-------- Data for review --------

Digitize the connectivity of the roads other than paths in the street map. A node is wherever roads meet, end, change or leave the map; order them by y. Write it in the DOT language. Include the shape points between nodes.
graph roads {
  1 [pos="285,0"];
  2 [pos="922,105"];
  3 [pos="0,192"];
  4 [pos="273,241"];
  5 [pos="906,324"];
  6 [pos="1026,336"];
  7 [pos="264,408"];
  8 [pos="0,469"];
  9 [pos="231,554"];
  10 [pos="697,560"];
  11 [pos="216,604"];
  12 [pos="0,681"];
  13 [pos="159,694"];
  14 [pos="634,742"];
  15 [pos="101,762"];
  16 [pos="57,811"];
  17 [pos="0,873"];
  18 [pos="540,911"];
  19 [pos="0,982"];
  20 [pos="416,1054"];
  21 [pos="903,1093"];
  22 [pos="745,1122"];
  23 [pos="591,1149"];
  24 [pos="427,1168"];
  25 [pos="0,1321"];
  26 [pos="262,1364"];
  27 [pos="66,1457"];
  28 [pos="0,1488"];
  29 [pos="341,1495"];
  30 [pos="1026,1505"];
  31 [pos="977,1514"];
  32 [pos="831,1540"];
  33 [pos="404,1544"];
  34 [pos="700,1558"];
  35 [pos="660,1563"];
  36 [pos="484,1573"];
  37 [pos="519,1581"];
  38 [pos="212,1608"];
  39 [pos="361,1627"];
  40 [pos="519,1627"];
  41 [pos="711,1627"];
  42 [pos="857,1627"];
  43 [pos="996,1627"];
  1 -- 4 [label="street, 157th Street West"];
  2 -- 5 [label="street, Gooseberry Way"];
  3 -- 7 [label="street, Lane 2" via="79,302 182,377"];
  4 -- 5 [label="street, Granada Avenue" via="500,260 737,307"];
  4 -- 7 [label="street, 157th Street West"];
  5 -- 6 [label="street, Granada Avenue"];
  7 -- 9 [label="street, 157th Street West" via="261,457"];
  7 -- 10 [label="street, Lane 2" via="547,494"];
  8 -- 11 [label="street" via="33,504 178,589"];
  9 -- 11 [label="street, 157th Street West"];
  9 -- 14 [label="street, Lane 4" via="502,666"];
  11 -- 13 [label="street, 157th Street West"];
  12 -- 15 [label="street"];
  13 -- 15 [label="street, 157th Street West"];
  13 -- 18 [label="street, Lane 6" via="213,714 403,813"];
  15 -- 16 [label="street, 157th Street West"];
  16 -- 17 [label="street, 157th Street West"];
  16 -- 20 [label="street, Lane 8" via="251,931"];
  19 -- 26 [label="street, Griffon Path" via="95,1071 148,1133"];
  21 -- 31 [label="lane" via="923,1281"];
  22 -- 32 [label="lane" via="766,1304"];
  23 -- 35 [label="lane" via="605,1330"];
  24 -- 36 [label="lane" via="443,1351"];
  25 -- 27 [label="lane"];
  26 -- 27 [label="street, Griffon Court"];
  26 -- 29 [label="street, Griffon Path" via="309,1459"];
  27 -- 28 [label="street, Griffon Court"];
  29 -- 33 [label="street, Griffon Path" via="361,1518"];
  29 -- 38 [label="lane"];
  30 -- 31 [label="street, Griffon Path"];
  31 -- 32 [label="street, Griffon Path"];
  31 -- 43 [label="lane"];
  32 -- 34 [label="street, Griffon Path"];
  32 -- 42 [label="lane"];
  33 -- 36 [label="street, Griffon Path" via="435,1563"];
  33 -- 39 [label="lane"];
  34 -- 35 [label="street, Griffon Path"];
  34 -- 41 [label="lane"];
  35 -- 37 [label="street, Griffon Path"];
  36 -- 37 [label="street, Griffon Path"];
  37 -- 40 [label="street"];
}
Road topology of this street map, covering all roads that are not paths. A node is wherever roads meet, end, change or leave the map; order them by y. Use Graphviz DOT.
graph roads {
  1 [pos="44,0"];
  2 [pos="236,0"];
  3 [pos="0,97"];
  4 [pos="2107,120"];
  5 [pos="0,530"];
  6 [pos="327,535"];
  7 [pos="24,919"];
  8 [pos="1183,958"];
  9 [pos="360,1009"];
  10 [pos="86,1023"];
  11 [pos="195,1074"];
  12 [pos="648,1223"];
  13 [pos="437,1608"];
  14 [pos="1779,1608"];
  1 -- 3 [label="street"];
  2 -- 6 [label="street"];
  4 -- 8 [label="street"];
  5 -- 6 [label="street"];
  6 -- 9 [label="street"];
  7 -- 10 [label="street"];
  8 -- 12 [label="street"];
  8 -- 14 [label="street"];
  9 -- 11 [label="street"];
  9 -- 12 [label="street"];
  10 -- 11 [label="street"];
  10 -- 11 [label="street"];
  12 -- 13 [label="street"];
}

--------

Exercise: Every line from the one containing "Road topology of" to the end of the entries must be set down exactly, with none omitted and none added.

Exercise output:
Road topology of this street map, covering all roads that are not paths. A node is wherever roads meet, end, change or leave the map; order them by y. Use Graphviz DOT.
graph roads {
  1 [pos="44,0"];
  2 [pos="236,0"];
  3 [pos="0,97"];
  4 [pos="2107,120"];
  5 [pos="0,530"];
  6 [pos="327,535"];
  7 [pos="24,919"];
  8 [pos="1183,958"];
  9 [pos="360,1009"];
  10 [pos="86,1023"];
  11 [pos="195,1074"];
  12 [pos="648,1223"];
  13 [pos="437,1608"];
  14 [pos="1779,1608"];
  1 -- 3 [label="street"];
  2 -- 6 [label="street"];
  4 -- 8 [label="street"];
  5 -- 6 [label="street"];
  6 -- 9 [label="street"];
  7 -- 10 [label="street"];
  8 -- 12 [label="street"];
  8 -- 14 [label="street"];
  9 -- 11 [label="street"];
  9 -- 12 [label="street"];
  10 -- 11 [label="street"];
  10 -- 11 [label="street"];
  12 -- 13 [label="street"];
}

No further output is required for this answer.